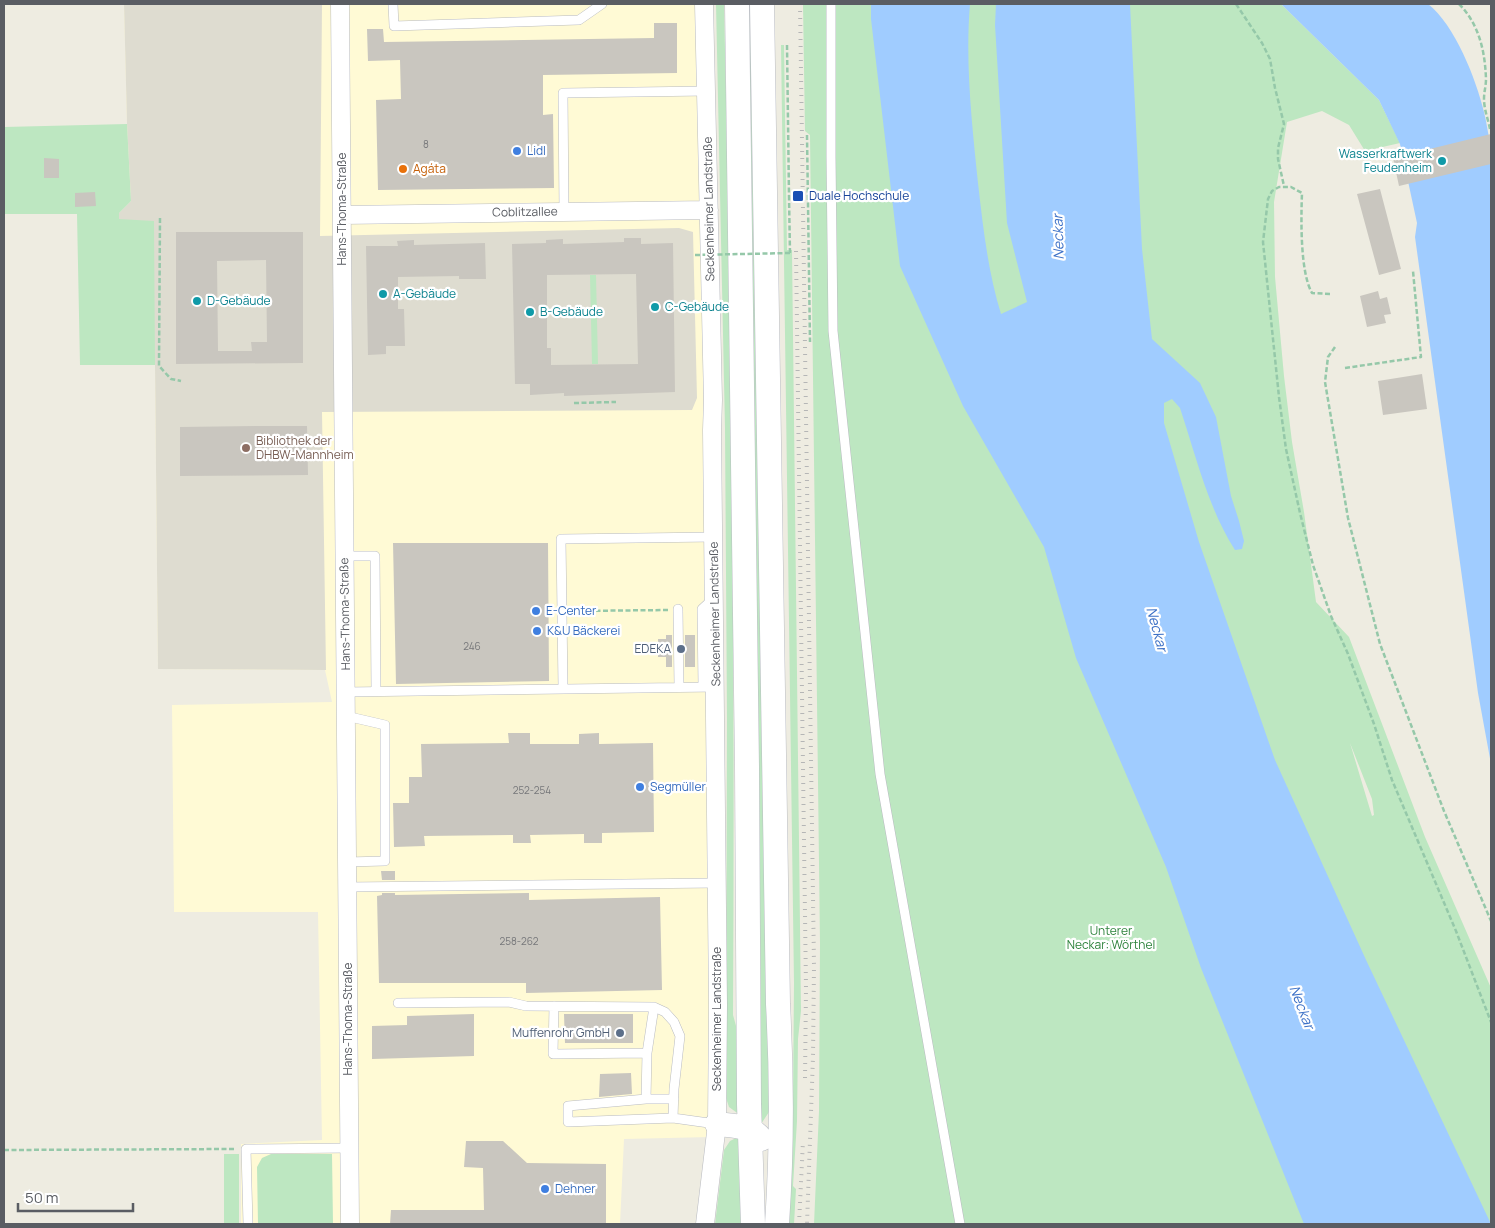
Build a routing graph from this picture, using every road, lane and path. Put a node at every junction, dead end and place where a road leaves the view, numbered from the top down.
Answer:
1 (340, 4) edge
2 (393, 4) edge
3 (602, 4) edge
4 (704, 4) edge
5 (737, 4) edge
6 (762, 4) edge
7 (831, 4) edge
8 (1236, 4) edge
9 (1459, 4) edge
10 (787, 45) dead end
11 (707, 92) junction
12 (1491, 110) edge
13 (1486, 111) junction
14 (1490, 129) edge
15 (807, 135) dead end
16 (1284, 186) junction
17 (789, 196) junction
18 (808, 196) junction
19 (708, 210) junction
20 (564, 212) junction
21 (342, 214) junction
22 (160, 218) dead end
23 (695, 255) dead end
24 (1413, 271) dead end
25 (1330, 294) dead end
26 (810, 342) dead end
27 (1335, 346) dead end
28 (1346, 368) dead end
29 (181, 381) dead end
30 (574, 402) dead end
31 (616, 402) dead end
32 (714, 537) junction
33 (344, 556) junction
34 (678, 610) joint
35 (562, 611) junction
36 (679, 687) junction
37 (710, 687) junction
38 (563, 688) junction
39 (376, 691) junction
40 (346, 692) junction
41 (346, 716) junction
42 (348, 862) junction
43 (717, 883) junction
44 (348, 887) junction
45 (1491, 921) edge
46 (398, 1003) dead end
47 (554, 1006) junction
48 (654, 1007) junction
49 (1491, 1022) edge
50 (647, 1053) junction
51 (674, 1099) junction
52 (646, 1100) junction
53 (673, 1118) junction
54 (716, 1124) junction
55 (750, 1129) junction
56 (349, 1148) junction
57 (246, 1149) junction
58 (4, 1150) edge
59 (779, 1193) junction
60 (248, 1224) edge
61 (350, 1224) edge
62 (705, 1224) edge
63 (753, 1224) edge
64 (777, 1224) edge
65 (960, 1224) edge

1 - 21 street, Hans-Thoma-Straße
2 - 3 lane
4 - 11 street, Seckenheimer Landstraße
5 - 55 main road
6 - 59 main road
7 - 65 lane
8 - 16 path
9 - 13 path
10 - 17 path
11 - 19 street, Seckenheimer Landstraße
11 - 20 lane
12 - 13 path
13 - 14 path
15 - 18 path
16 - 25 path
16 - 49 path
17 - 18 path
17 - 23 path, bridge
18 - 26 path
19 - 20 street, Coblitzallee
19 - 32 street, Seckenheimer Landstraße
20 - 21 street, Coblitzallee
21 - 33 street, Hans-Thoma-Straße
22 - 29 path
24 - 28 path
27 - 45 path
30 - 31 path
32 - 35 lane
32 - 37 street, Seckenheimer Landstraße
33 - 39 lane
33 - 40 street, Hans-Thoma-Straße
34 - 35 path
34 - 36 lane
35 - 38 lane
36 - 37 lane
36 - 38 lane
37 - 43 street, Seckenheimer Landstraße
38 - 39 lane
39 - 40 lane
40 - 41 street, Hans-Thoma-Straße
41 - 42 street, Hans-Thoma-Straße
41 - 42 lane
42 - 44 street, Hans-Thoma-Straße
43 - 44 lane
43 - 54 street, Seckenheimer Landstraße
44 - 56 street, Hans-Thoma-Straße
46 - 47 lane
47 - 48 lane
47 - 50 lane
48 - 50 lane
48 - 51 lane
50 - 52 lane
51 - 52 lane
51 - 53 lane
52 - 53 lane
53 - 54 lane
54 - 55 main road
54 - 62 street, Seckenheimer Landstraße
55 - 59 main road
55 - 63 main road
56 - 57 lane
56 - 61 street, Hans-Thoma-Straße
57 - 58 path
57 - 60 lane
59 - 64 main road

- - -

§ **The problem**: Hand over the entries again, exactly as written and without the pictures.

§ **Solution**:
Build a routing graph from this picture, using every road, lane and path. Put a node at every junction, dead end and place where a road leaves the view, numbered from the top down.
Answer:
1 (340, 4) edge
2 (393, 4) edge
3 (602, 4) edge
4 (704, 4) edge
5 (737, 4) edge
6 (762, 4) edge
7 (831, 4) edge
8 (1236, 4) edge
9 (1459, 4) edge
10 (787, 45) dead end
11 (707, 92) junction
12 (1491, 110) edge
13 (1486, 111) junction
14 (1490, 129) edge
15 (807, 135) dead end
16 (1284, 186) junction
17 (789, 196) junction
18 (808, 196) junction
19 (708, 210) junction
20 (564, 212) junction
21 (342, 214) junction
22 (160, 218) dead end
23 (695, 255) dead end
24 (1413, 271) dead end
25 (1330, 294) dead end
26 (810, 342) dead end
27 (1335, 346) dead end
28 (1346, 368) dead end
29 (181, 381) dead end
30 (574, 402) dead end
31 (616, 402) dead end
32 (714, 537) junction
33 (344, 556) junction
34 (678, 610) joint
35 (562, 611) junction
36 (679, 687) junction
37 (710, 687) junction
38 (563, 688) junction
39 (376, 691) junction
40 (346, 692) junction
41 (346, 716) junction
42 (348, 862) junction
43 (717, 883) junction
44 (348, 887) junction
45 (1491, 921) edge
46 (398, 1003) dead end
47 (554, 1006) junction
48 (654, 1007) junction
49 (1491, 1022) edge
50 (647, 1053) junction
51 (674, 1099) junction
52 (646, 1100) junction
53 (673, 1118) junction
54 (716, 1124) junction
55 (750, 1129) junction
56 (349, 1148) junction
57 (246, 1149) junction
58 (4, 1150) edge
59 (779, 1193) junction
60 (248, 1224) edge
61 (350, 1224) edge
62 (705, 1224) edge
63 (753, 1224) edge
64 (777, 1224) edge
65 (960, 1224) edge

1 - 21 street, Hans-Thoma-Straße
2 - 3 lane
4 - 11 street, Seckenheimer Landstraße
5 - 55 main road
6 - 59 main road
7 - 65 lane
8 - 16 path
9 - 13 path
10 - 17 path
11 - 19 street, Seckenheimer Landstraße
11 - 20 lane
12 - 13 path
13 - 14 path
15 - 18 path
16 - 25 path
16 - 49 path
17 - 18 path
17 - 23 path, bridge
18 - 26 path
19 - 20 street, Coblitzallee
19 - 32 street, Seckenheimer Landstraße
20 - 21 street, Coblitzallee
21 - 33 street, Hans-Thoma-Straße
22 - 29 path
24 - 28 path
27 - 45 path
30 - 31 path
32 - 35 lane
32 - 37 street, Seckenheimer Landstraße
33 - 39 lane
33 - 40 street, Hans-Thoma-Straße
34 - 35 path
34 - 36 lane
35 - 38 lane
36 - 37 lane
36 - 38 lane
37 - 43 street, Seckenheimer Landstraße
38 - 39 lane
39 - 40 lane
40 - 41 street, Hans-Thoma-Straße
41 - 42 street, Hans-Thoma-Straße
41 - 42 lane
42 - 44 street, Hans-Thoma-Straße
43 - 44 lane
43 - 54 street, Seckenheimer Landstraße
44 - 56 street, Hans-Thoma-Straße
46 - 47 lane
47 - 48 lane
47 - 50 lane
48 - 50 lane
48 - 51 lane
50 - 52 lane
51 - 52 lane
51 - 53 lane
52 - 53 lane
53 - 54 lane
54 - 55 main road
54 - 62 street, Seckenheimer Landstraße
55 - 59 main road
55 - 63 main road
56 - 57 lane
56 - 61 street, Hans-Thoma-Straße
57 - 58 path
57 - 60 lane
59 - 64 main road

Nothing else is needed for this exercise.